When manufacturing PVs, around 2.8 million ounces of silver is required to build enough PVs to generate 1 gigawatt (GW) of electricity. For 2014, according to the Silver Institute, this saw 60 million ounces of silver used in their manufacture alone, which equates to 5.6% of the total demand for physical silver during that year.

Furthermore, the demand for silver for use in PVs over the last ten years has grown eightfold, and this trend is expected to continue over the long term. This is because demand for PVs is expected to explode as a number of countries push ahead with instituting green energy targets.

The world's second largest economy, China, has set some aggressive green energy targets because of growing pollution. In 2014 it added 12 GWs of solar power, and in 2015 plans to boost that by 48% to add 17.8 GWs of solar power over the course of the year as it battles to fight pollution.

Based on 2.8 million ounces of silver being required to manufacture sufficient PVs to generate 1 GW, this would see China's demand for silver for use in PVs increase by 16 million ounces or 48% year-over-year.

Even more compelling is that China is targeting to triple its solar power capacity between now and 2020, to 100 GWs. For this to occur, it alone would require 188 million ounces of silver.

But the growing demand for PVs, and thus silver, doesn't end there. A number of other countries are also aggressively targeting to boost the solar power capacity.

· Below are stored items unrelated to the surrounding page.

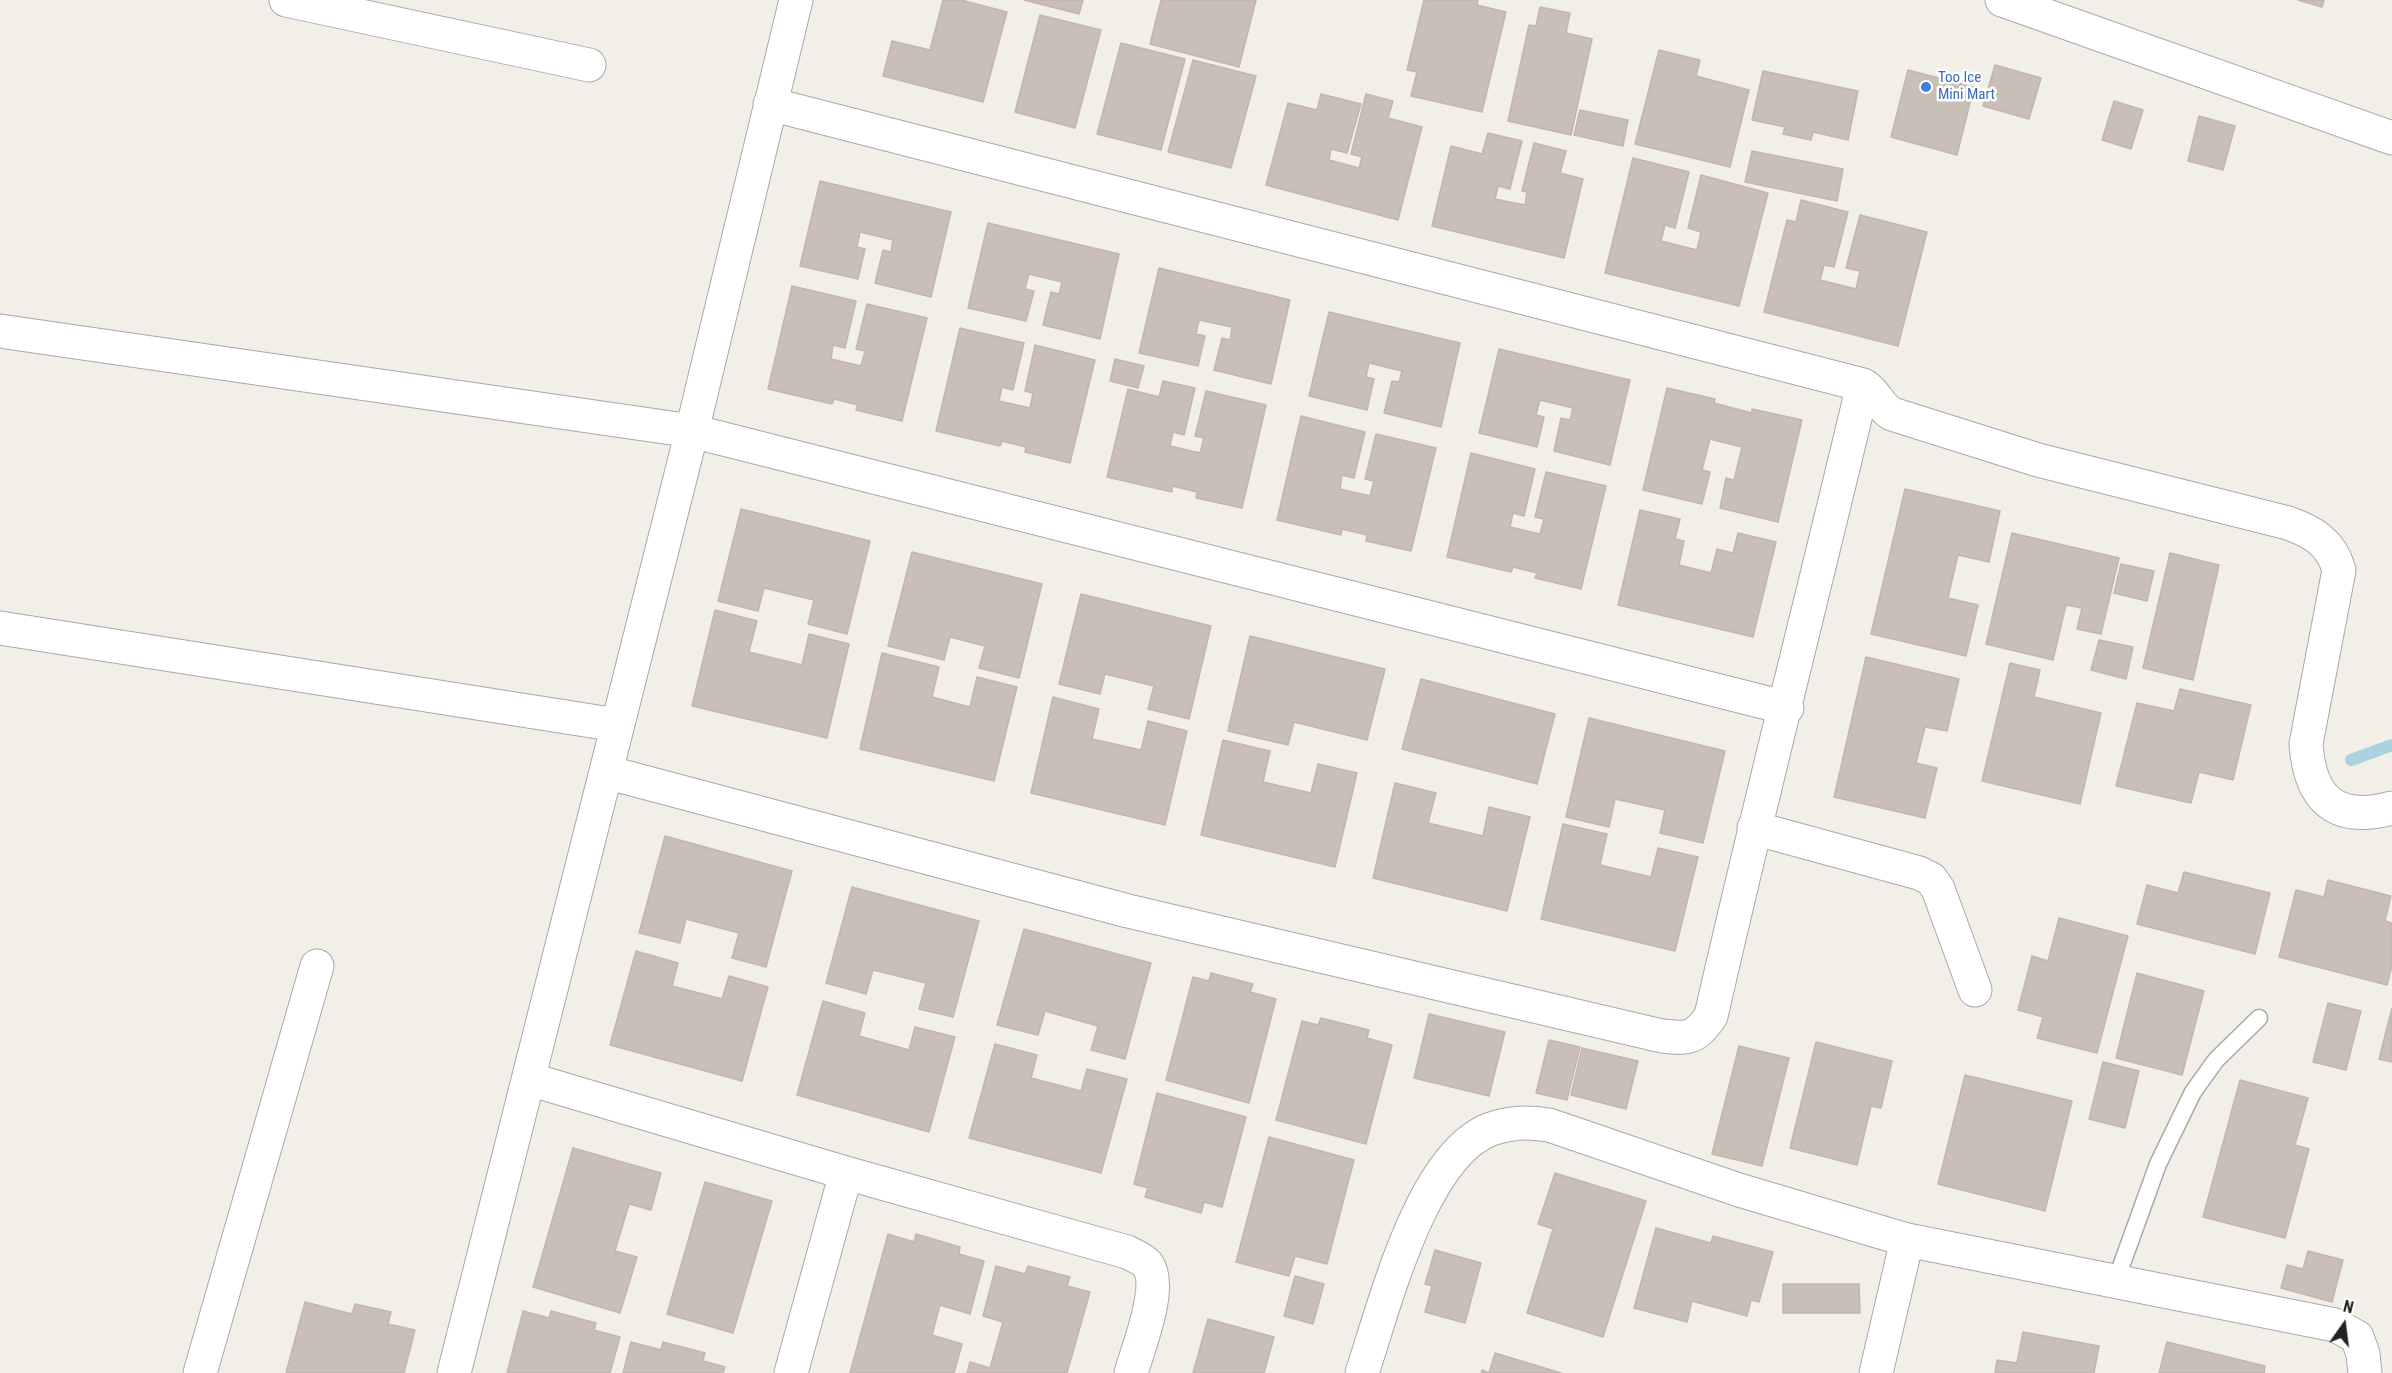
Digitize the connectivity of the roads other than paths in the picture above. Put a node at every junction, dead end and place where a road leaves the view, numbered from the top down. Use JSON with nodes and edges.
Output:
{"nodes":[{"id":1,"x":286,"y":0,"type":"edge"},
{"id":2,"x":796,"y":0,"type":"edge"},
{"id":3,"x":2002,"y":0,"type":"edge"},
{"id":4,"x":590,"y":64,"type":"dead end"},
{"id":5,"x":770,"y":104,"type":"junction"},
{"id":6,"x":2392,"y":138,"type":"edge"},
{"id":7,"x":0,"y":331,"type":"edge"},
{"id":8,"x":1863,"y":385,"type":"junction"},
{"id":9,"x":692,"y":431,"type":"junction"},
{"id":10,"x":0,"y":628,"type":"edge"},
{"id":11,"x":1786,"y":708,"type":"junction"},
{"id":12,"x":617,"y":725,"type":"junction"},
{"id":13,"x":606,"y":772,"type":"junction"},
{"id":14,"x":2392,"y":808,"type":"edge"},
{"id":15,"x":1754,"y":828,"type":"junction"},
{"id":16,"x":317,"y":966,"type":"dead end"},
{"id":17,"x":1975,"y":990,"type":"dead end"},
{"id":18,"x":2259,"y":1018,"type":"dead end"},
{"id":19,"x":529,"y":1079,"type":"junction"},
{"id":20,"x":846,"y":1173,"type":"junction"},
{"id":21,"x":1907,"y":1240,"type":"junction"},
{"id":22,"x":2115,"y":1283,"type":"junction"},
{"id":23,"x":200,"y":1373,"type":"edge"},
{"id":24,"x":454,"y":1373,"type":"edge"},
{"id":25,"x":790,"y":1373,"type":"edge"},
{"id":26,"x":1131,"y":1373,"type":"edge"},
{"id":27,"x":1362,"y":1373,"type":"edge"},
{"id":28,"x":1876,"y":1373,"type":"edge"},
{"id":29,"x":2365,"y":1373,"type":"edge"}],
"edges":[{"from":1,"to":4,"type":"street"},
{"from":2,"to":5,"type":"street"},
{"from":3,"to":6,"type":"street"},
{"from":5,"to":8,"type":"street"},
{"from":5,"to":9,"type":"street"},
{"from":7,"to":9,"type":"street"},
{"from":8,"to":11,"type":"street"},
{"from":8,"to":14,"type":"street"},
{"from":9,"to":11,"type":"street"},
{"from":9,"to":12,"type":"street"},
{"from":10,"to":12,"type":"street"},
{"from":11,"to":15,"type":"street"},
{"from":12,"to":13,"type":"street"},
{"from":13,"to":15,"type":"street"},
{"from":13,"to":19,"type":"street"},
{"from":15,"to":17,"type":"street"},
{"from":16,"to":23,"type":"street"},
{"from":18,"to":22,"type":"lane"},
{"from":19,"to":20,"type":"street"},
{"from":19,"to":24,"type":"street"},
{"from":20,"to":25,"type":"street"},
{"from":20,"to":26,"type":"street"},
{"from":21,"to":22,"type":"street"},
{"from":21,"to":27,"type":"street"},
{"from":21,"to":28,"type":"street"},
{"from":22,"to":29,"type":"street"}]}
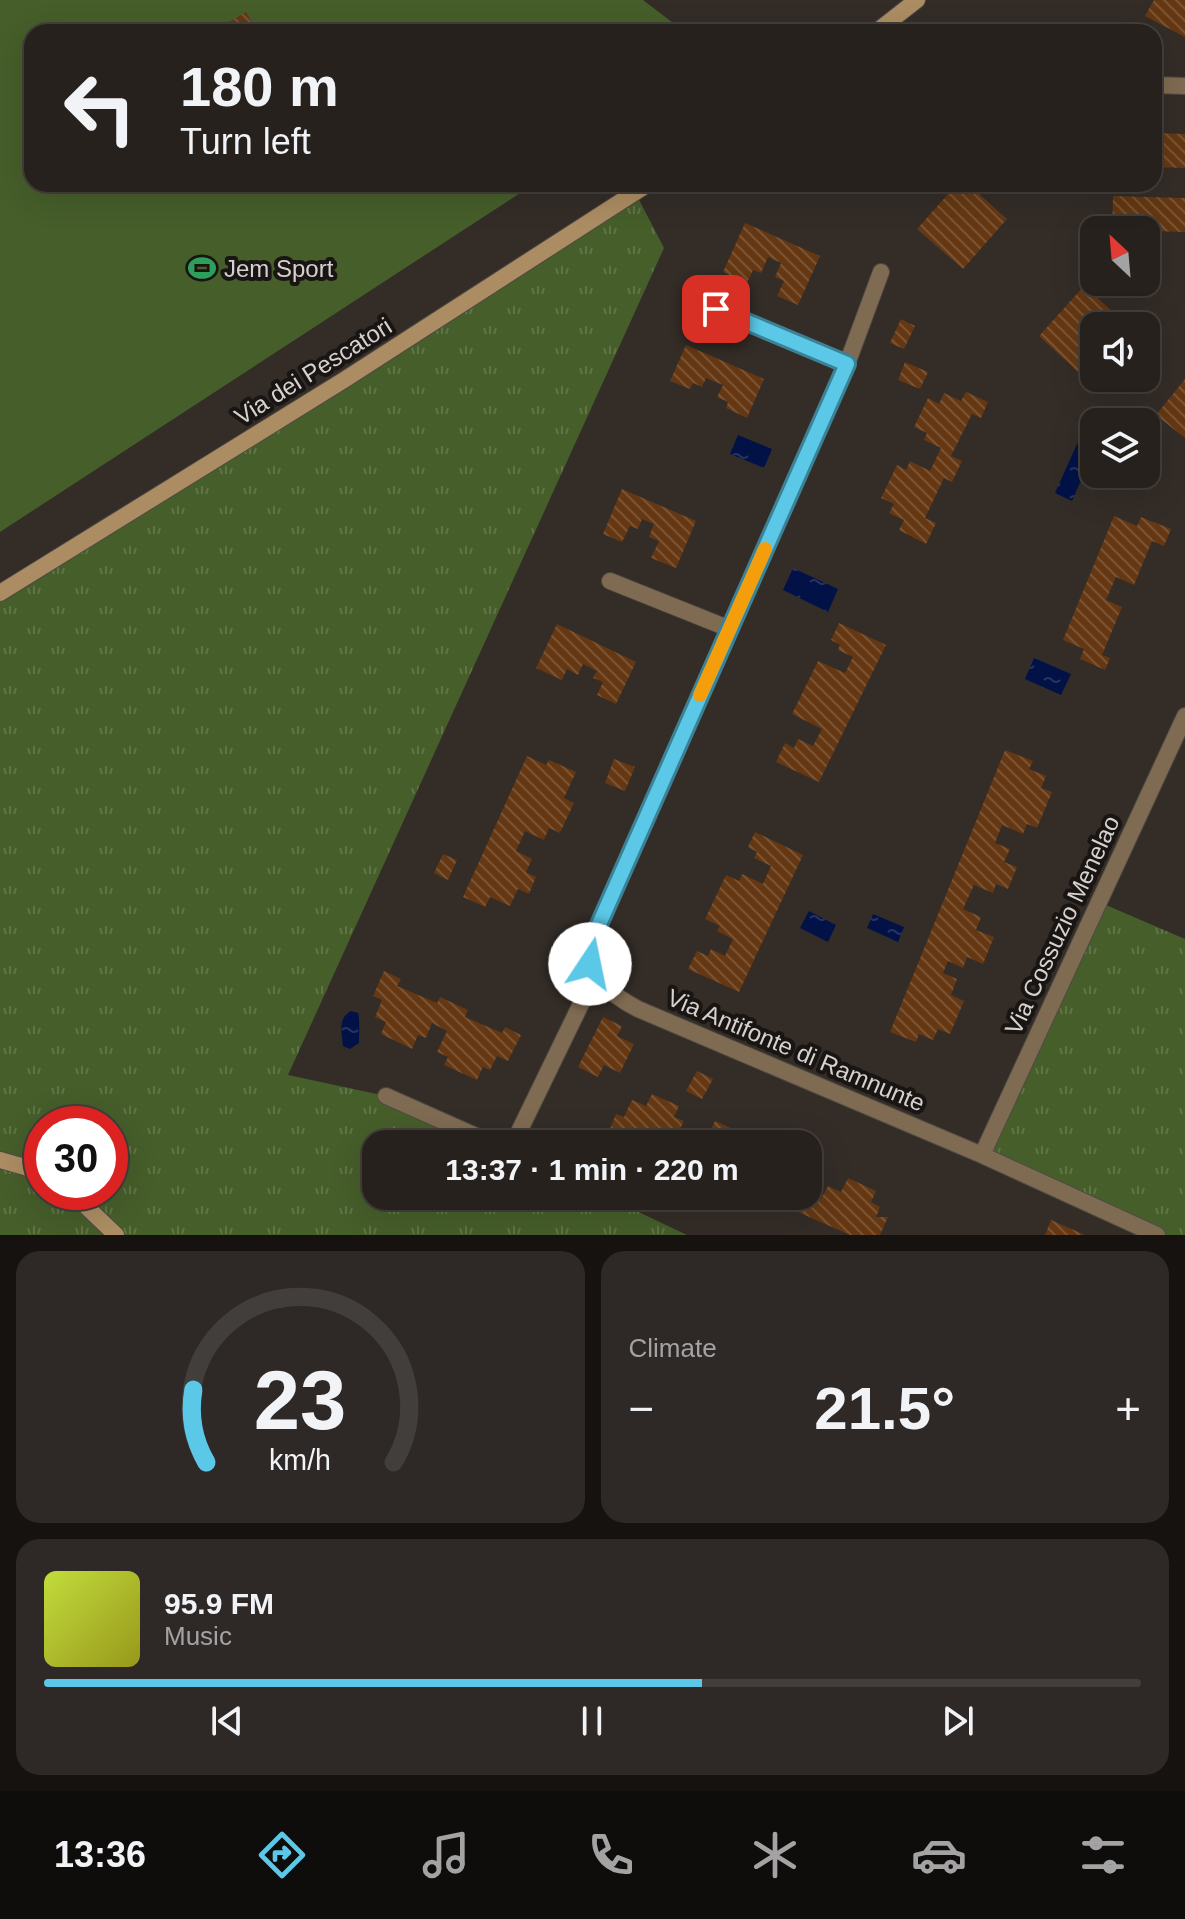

Between now and 2018, the European Photovoltaic Industry Association expects Europe to add around 69 GW of additional solar capacity to its energy grid, therefore requiring 193 ounces of silver.

Japan has also established some ambitious solar energy targets in the wake of the Fukushima nuclear disaster, that has already seen it double its solar power capacity since 2011. This trend is expected to continue with plans underway to build more solar power plants. Even Brazil is focused on boosting its solar capacity with plans to build a 350 megawatt (MW) plant on the Amazon's Uatumã River.

This demand for solar energy will see the demand for silver as an integral component in the manufacture of PVs continue to grow exponentially, helping to drive silver prices higher.


Declining silver supplies

The growing demand for silver for use in the manufacture of these hi-tech components will add further pressure to an already constrained supply situation.

According to the Silver Institute, demand for physical silver in 2014 outstripped supply by half a percent, or 4.9 million ounces, and this physical supply deficit can only get worse. For 2015, it has been estimated that supplies of physical silver will decline by around 3.5%, primarily because of falling supplies from mining.

This is because silver miners have sharply decreased investment in exploration and mine development because of markedly weaker silver prices, that have made many ore deposits uneconomical to mine.

If we take a look at a snapshot of the largest primary silver miners, you can see that with the exception of Pan American Silver (NASDAQ:PAAS) and Silver Standard Resources (NASDAQ:SSRI), the other miners have sharply decreased their capital budgets as silver prices have fallen.

(click to enlarge)
Source: Company filings & The Silver Institute.


Such a sharp decline in investment in exploration and mine development will have a long-term impact on silver supply because there is a long lead-in time associated with identifying and exploiting new ore deposits, as well as with ramping up production from existing mines.

As a result I expect the physical supply deficit for silver to continue into 2015 and 2016. A physical supply deficit also suggests a reduction in global silver inventories, further reducing the amount of silver available for investors, the fabrication of jewelry and industrial uses.

I expect this constrained supply situation coupled with growing demand to drive silver prices higher over the long term, while placing a floor under existing prices.


Risks to the investment thesis

Any precious metals investment does not come without risk, particularly with the growing short-term volatility of gold, and in particular silver, prices that we are now witnessing.

These risks include:
  • There is the potential that silver ETFs may make sizable liquidations of their positions as silver rallies, and this would see a considerable amount of bullion entering the physical market over a short time frame, applying considerable downward pressure to silver prices.
  • Declining industrial activity in China, which would see the demand for silver for use in industrial applications decline sharply, with it being among the largest manufacturing markets for the metal.
  • If the U.S. dollar continues to rally strongly, then this will have a sharp impact on silver prices with them being negatively correlated. Nonetheless, the U.S. dollar has already rallied, and strongly, and the consensus view is that it is due for a pullback, thereby mitigating this risk.
  • Any significant rally of silver would see a mad scramble by miners to rapidly boost production in order to take advantage of higher prices, thereby boosting silver supply and forcing down prices. However, this risk is offset by the long lead in times needed to develop silver mining assets and ramp up production.
  • Silver has far lower liquidity than gold and this means it is subject to higher volatility and wider price movements.
Bottom-line

Clearly, the fundamentals are in place to support a solid rebound in silver, although it will take time for this rally to occur with short-term volatility set to remain a characteristic of silver prices for the foreseeable future.

Speculative paper trading coupled with higher illiquidity than gold continues to have a negative impact on silver, while significantly increasing the overall volatility of the metal. This means that in the short term it will continue to experience wild price swings and its recent rally will more than likely retrace.

As a result, I certainly wouldn't be "betting the farm" on silver, but it is an investment worthy of consideration, with it offering investors the benefit of solid long-term potential upside coupled with the ability to hedge against further global geopolitical and economic uncertainty because of its status as a safe-haven investment.